La guerre en Ukraine a entraîné un surcoût pour les chasseurs dans la prise en charge des dégâts agricoles par les gibiers car le prix des denrées sert de barème d’indemnisation. « Depuis deux ans, le président a soutenu votre volonté de remettre à plat les négociations avec les organisations agricoles », a-t-il rappelé. L’évolution de l’indemnisation des dégâts de gibiers figure, à ce titre, dans le plan de résilience présenté par le Premier ministre, Jean Castex, la semaine dernière.

Marc Fesneau veut mettre un terme à « cette culture de cliquet qui consiste à ne plus toucher au statut d’une espèce quelle que soit sa dynamique » Pour ce faire, une négociation au niveau européen sera nécessaire. Pour rappel, l’UE fixe une liste d’espèces d’animaux protégés et ne devant donc pas être chassés.

Au sujet des chasses traditionnelles, « le président en est le défenseur ». « Elles sont conformes au droit et ne posent pas de problème au niveau de la biodiversité », a assuré le ministre. L’exécutif attend désormais le jugement sur le fond du Conseil d’Etat. « Dès qu’il sera connu. Nous reprendrons des arrêtés qui permettront de reprendre ces chasses dès la saison prochaine ». Marc Fesneau s’est opposé à l’idée de jour sans chasse, louant le principe « de la compréhension mutuelle » entre les usagers des forêts.

Parmi les autres candidats absents à ce grand oral devant les chasseurs.

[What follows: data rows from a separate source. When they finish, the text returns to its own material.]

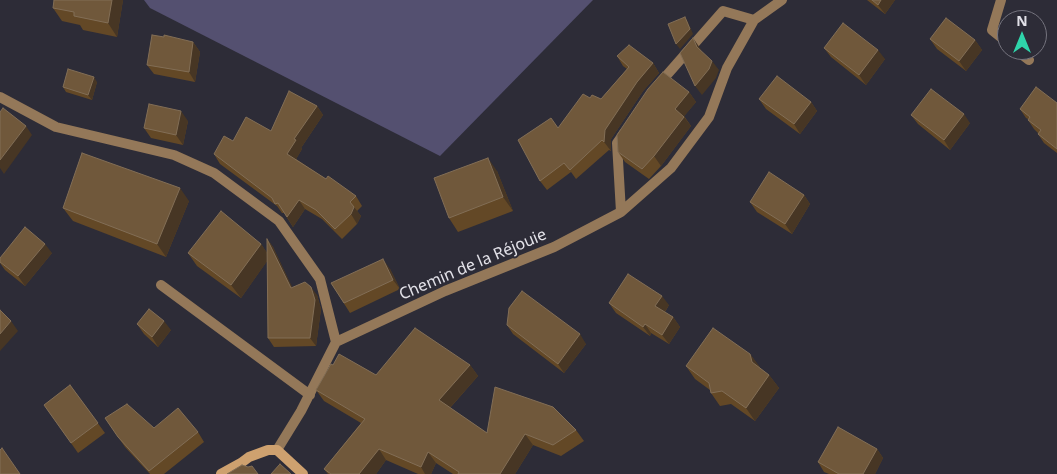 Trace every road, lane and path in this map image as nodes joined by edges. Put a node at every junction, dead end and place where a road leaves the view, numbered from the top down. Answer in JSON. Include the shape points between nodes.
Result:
{"nodes":[{"id":1,"x":782,"y":0,"type":"edge"},
{"id":2,"x":997,"y":15,"type":"edge"},
{"id":3,"x":754,"y":20,"type":"junction"},
{"id":4,"x":997,"y":34,"type":"edge"},
{"id":5,"x":655,"y":88,"type":"edge"},
{"id":6,"x":0,"y":97,"type":"edge"},
{"id":7,"x":628,"y":127,"type":"edge"},
{"id":8,"x":621,"y":212,"type":"junction"},
{"id":9,"x":161,"y":285,"type":"dead end"},
{"id":10,"x":336,"y":342,"type":"junction"},
{"id":11,"x":310,"y":395,"type":"junction"},
{"id":12,"x":277,"y":450,"type":"junction"},
{"id":13,"x":221,"y":474,"type":"edge"},
{"id":14,"x":303,"y":474,"type":"edge"}],
"edges":[{"from":1,"to":3,"type":"street","name":"Chemin de la Réjouie"},
{"from":2,"to":4,"type":"street","via":[[992,30]]},
{"from":3,"to":5,"type":"street","via":[[723,11]]},
{"from":3,"to":8,"type":"street","name":"Chemin de la Réjouie","via":[[727,68],[709,117],[672,168]]},
{"from":6,"to":10,"type":"street","via":[[56,127],[174,155],[214,173],[279,221],[320,279]]},
{"from":7,"to":8,"type":"street","via":[[617,143]]},
{"from":8,"to":10,"type":"street","name":"Chemin de la Réjouie","via":[[554,247],[445,291]]},
{"from":9,"to":11,"type":"street"},
{"from":10,"to":11,"type":"street"},
{"from":11,"to":12,"type":"street"},
{"from":12,"to":13,"type":"main road","via":[[249,457]]},
{"from":12,"to":14,"type":"main road"}]}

On notera que la candidate de Lutte Ouvrière, Nathalie Arthaud s’était prononcée en 2017 contre la chasse à courre, « un loisir cruel de riches oisifs en mal de distraction ». Quant à Philippe Poutou, le site « politique et animaux », relève que le candidat du NPA s’était prononcé en 2017 en faveur de l’instauration de dimanches sans chasse.

Enfin, le candidat de Debout la France, Nicolas Dupont-Aignan avait été interrogé, en octobre dernier, sur BFM TV au sujet de l’interdiction de la pratique de chasse le dimanche. « Les écolos nous emmerdent », avait-il répondu jugeant « leurs fixations obsessionnelles sur des sujets symboliques ».